From it’s opening verses, John’s Gospel has revealed Jesus to be the word of God made flesh – the message of God in person. So, abiding in it means much more than intellectually exploring a set of principles or philosophies. It means daily exposing your deepest self to the Lord’s influence. He said that exposure results in a type of knowledge that’s far more than just comprehension or understanding. The Greek word translated here as know describes a relationship, and not just with truth in the sense of ideas or concepts. In fact, in John 14:6, Jesus described himself as the truth.
When we live under the sway of the living word of God, our relationship with him becomes deeper, more intimate, more, well, personal.
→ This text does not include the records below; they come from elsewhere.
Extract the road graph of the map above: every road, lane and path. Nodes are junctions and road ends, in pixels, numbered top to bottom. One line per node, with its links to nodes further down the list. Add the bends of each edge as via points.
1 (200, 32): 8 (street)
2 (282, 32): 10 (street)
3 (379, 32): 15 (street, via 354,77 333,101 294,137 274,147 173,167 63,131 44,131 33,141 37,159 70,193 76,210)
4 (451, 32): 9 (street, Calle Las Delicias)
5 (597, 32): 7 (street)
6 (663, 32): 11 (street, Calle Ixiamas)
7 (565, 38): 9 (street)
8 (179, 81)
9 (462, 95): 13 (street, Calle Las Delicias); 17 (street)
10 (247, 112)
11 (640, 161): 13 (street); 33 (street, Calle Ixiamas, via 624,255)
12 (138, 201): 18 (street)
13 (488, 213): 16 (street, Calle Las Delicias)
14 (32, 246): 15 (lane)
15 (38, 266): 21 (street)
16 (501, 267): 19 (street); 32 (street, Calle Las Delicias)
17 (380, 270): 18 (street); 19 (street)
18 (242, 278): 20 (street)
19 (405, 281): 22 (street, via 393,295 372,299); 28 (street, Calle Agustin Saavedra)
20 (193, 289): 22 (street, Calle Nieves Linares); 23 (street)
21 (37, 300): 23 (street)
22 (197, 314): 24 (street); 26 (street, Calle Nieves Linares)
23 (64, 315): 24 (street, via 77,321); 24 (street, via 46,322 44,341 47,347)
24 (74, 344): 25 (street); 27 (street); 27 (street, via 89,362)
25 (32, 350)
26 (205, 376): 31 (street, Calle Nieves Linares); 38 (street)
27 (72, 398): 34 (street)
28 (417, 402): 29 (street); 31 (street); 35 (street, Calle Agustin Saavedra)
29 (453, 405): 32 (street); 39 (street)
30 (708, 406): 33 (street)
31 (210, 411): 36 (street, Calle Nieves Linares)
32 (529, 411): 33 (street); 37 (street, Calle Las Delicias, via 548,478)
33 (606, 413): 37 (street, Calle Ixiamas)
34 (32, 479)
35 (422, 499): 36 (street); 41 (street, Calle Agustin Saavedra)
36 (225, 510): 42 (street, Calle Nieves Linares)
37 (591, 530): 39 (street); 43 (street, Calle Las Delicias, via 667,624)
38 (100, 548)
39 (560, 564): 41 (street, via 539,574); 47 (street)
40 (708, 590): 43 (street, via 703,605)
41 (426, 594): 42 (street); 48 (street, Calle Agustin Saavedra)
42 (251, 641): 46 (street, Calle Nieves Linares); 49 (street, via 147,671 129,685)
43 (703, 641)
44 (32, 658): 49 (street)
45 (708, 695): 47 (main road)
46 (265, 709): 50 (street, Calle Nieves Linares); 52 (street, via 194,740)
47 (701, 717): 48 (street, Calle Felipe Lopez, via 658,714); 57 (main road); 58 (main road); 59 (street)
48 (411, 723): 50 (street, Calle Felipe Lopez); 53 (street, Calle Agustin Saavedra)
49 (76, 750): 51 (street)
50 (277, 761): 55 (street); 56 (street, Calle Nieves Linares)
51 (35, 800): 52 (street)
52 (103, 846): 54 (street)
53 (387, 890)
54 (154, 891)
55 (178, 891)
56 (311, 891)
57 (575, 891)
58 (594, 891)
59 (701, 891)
And Jesus was saying relationship with him is what produces true freedom in our lives.
That provoked a strong rebuttal from the religious leaders who shouldered their way back into the conversation at this point. They were offended that Jesus would insinuate they needed to be set free from anything. They claimed that as Abraham’s descendants they had never been in bondage.
This is both comic and tragic. It’s funny in the sense that they seem to have forgotten about the Jews’ long history of various periods of enslavement including the hundreds of years they were captives in Egypt not to mention their current status as subjects of Roman authority. The tragedy is, their insistence on a delusion of freedom kept them from being incented to pursue the real thing.
This is all too familiar. For most of us, our pride makes it very difficult to admit we could be bound by anything even though we are. And the Lord went on to explain how. He said that every time we sin – behave in ways that dishonor God, pollute ourselves, or hurt others – we demonstrate the depth of our bondage. Even though we’d like to think otherwise, our actions reveal that we are powerless against our own fallen natures.
But in verse 36, Jesus declared his authority as the Son of God to end our captivity and liberate us fully. When we walk the path that leads from believing on to abiding in and, ultimately, to experientially knowing the love of the one who is truth, the dark deceptions that grip us collapse and we experience true release.
What lie of Satan and/or prideful self-delusion constrains your life and holds you in a cycle of sin you can’t seem to escape? Jesus invites you to move beyond baseline belief and learn to abide in him so you can know the truth that will set you free…free indeed.